When a code review runbook becomes an upgrade playbook

On the same day I used my code review runbook to review a client’s product, I used it on three internal prototype repos — and discovered a completely different use case.

The client review produced a report: findings, grades, recommendations. The prototypes needed more than a report. They needed the fixes implemented. The same runbook categories that identified problems also defined the fix scope. Review categories became execution phases. A read-only assessment tool became a write/fix playbook.

This wasn’t planned. But it turns out to be the runbook’s most powerful property.

The prototypes

A VP of Marketing, not an engineer, had built three agent prototypes using AI coding tools. Think of it as vibe coding by a domain expert: the code worked, the business logic was sophisticated, but the engineering fundamentals needed serious attention. TypeScript that wouldn’t compile. A 3,610-line single-file React component. Hardcoded paths to a developer’s desktop. Zero tests.

The goal: bring these repos to a standard where professional software engineers could take over development. Not just review and report — actually do the work.

Review categories become execution phases

The runbook has 15 review categories covering architecture, security, testing, code quality, deployment, and so on. When I ran the assessment, the categories naturally mapped to six execution phases:

Phase 1: Make it build. Nothing else matters until the code compiles. One repo had missing types, function signatures that didn’t match their callers, and local type definitions conflicting with framework globals. Another had hardcoded paths to /Users/dev/Desktop/... that broke on any other machine. A third had dependency conflicts that prevented npm run build from completing.

Phase 2: Make it documented. ARCHITECTURE.md, README.md, .env.example files. Once the code builds, document what it does before changing anything else. This creates a reference point for everything that follows.

Phase 3: Make it linted. ESLint, Prettier, consistent formatting. You can’t lint code that doesn’t compile, which is why this comes after Phase 1.

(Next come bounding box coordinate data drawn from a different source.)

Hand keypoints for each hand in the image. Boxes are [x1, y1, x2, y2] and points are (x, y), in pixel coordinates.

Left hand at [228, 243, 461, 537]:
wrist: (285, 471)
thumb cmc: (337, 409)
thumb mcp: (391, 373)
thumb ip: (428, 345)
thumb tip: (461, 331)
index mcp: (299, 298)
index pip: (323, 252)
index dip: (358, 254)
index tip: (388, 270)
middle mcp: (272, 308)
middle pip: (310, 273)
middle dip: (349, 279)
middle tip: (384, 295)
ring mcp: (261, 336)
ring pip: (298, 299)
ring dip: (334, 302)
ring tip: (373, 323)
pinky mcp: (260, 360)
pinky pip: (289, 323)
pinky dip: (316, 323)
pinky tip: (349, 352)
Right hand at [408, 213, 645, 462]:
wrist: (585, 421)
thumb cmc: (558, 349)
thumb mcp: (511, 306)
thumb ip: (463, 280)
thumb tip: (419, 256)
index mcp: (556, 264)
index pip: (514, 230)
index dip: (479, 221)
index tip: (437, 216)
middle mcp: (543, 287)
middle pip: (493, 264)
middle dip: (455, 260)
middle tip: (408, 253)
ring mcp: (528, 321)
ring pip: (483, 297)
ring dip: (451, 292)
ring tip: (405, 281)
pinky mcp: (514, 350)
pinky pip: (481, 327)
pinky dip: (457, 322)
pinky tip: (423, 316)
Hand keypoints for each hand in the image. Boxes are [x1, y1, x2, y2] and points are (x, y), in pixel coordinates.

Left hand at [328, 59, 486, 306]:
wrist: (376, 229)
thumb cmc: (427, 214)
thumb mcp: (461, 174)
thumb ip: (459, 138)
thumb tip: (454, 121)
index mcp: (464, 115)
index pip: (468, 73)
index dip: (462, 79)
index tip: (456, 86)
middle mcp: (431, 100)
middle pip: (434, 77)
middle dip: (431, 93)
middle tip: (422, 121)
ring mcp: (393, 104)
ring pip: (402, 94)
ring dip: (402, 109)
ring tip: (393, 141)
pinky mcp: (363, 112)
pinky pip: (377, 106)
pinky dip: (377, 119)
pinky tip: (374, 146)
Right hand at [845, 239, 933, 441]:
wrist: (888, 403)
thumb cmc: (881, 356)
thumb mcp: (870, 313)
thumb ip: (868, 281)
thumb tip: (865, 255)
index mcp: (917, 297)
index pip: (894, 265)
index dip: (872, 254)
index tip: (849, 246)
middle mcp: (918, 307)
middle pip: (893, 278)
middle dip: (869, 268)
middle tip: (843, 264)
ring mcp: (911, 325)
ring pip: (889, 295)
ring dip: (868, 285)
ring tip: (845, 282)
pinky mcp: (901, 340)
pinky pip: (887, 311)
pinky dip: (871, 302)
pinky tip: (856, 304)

Phase 4: Make it structured. Monolith decomposition, module extraction, separation of concerns. You can’t restructure code you haven’t documented, which is why this comes after Phase 2.

Phase 5: Make it tested. Unit tests for pure functions, behavior verification, regression protection. You can’t meaningfully test code with 3,610 lines in a single file, which is why this comes after Phase 4.

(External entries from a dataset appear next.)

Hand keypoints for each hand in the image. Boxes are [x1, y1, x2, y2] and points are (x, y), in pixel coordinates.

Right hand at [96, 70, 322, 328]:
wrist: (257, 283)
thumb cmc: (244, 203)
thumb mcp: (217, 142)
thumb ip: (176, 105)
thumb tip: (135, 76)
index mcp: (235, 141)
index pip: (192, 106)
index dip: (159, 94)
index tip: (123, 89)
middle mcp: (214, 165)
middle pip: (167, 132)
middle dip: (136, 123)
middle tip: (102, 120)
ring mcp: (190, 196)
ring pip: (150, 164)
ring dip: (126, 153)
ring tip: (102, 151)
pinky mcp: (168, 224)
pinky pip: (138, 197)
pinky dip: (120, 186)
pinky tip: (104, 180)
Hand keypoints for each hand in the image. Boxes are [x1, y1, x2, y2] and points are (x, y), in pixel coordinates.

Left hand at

Phase 6: Make it secure. Environment variables instead of hardcoded secrets, .env.example files, gitignore cleanup. Security is last not because it’s least important, but because earlier phases often eliminate security issues as a side effect (hardcoded paths become env vars in Phase 1, for instance).

Each phase unlocks the next. Skip Phase 1 and you can’t do Phase 3. Skip Phase 4 and Phase 5 is painful. The ordering isn’t arbitrary — it’s a dependency chain.

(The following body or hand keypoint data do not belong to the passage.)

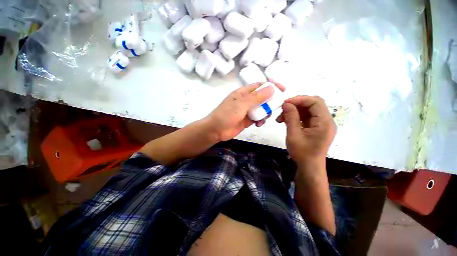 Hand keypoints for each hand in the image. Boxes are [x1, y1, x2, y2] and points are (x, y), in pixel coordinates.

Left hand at [205, 82, 284, 141]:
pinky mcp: (247, 120)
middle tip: (277, 107)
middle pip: (262, 98)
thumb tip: (271, 88)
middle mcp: (246, 100)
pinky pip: (258, 118)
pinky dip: (261, 120)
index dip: (271, 86)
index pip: (259, 86)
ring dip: (265, 112)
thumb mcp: (241, 104)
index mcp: (243, 93)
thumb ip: (256, 97)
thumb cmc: (226, 115)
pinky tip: (259, 124)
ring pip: (261, 109)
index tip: (282, 89)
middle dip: (270, 101)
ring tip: (264, 118)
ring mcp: (247, 111)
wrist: (216, 130)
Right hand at [276, 96, 335, 165]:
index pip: (315, 102)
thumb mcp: (294, 135)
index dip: (300, 99)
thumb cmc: (302, 153)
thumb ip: (291, 117)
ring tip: (280, 118)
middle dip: (296, 105)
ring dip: (293, 111)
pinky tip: (286, 121)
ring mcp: (321, 124)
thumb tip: (286, 104)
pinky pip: (306, 117)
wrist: (309, 167)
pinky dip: (295, 116)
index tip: (285, 103)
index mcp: (325, 122)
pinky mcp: (316, 127)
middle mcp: (326, 121)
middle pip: (312, 104)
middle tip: (282, 110)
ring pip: (307, 110)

The tiering system prevented over-engineering

These were internal prototypes used by a small team. Not customer-facing products, not handling PII, not subject to compliance requirements. The Project Complexity Assessment scored them at Tier 2 (Standard), which meant ~150 checks.

Without the tiering, I know what would have happened. I’d have added authentication. Database migration frameworks. CI/CD pipelines. Docker containerization. Multi-environment deployment configs. All reasonable for a production product, all pointless for internal tools that three people use.

The tier said: stop here. ESLint, Prettier, tests, documentation, clean architecture. Practical improvements an engineer can use on day one. Not infrastructure for a product that doesn’t exist yet.

The tiering system’s greatest value isn’t what it tells you to do. It’s what it prevents you from doing.

Respect the domain logic

Here’s a trap I almost fell into. When engineers see prototype code — inconsistent formatting, no tests, mixed patterns — the instinct is to dismiss it as “bad code” that needs rewriting.

These prototypes had impressive domain knowledge embedded in them. One had a multi-factor scoring model with weighted criteria and bias detection. Another had a full human-in-the-loop decision workflow with status transitions and approval chains. A third had a predictive analytics framework with population-level modeling.

The business logic was sophisticated and correct. A domain expert had spent months refining those algorithms. Rewriting them from scratch would have taken weeks of requirements gathering to reconstruct what was already working.

So I added an explicit constraint: no functionality changes, no feature additions, no scoring algorithm changes. Structural refactoring only. Treat the domain logic as an asset to preserve, not a liability to rewrite.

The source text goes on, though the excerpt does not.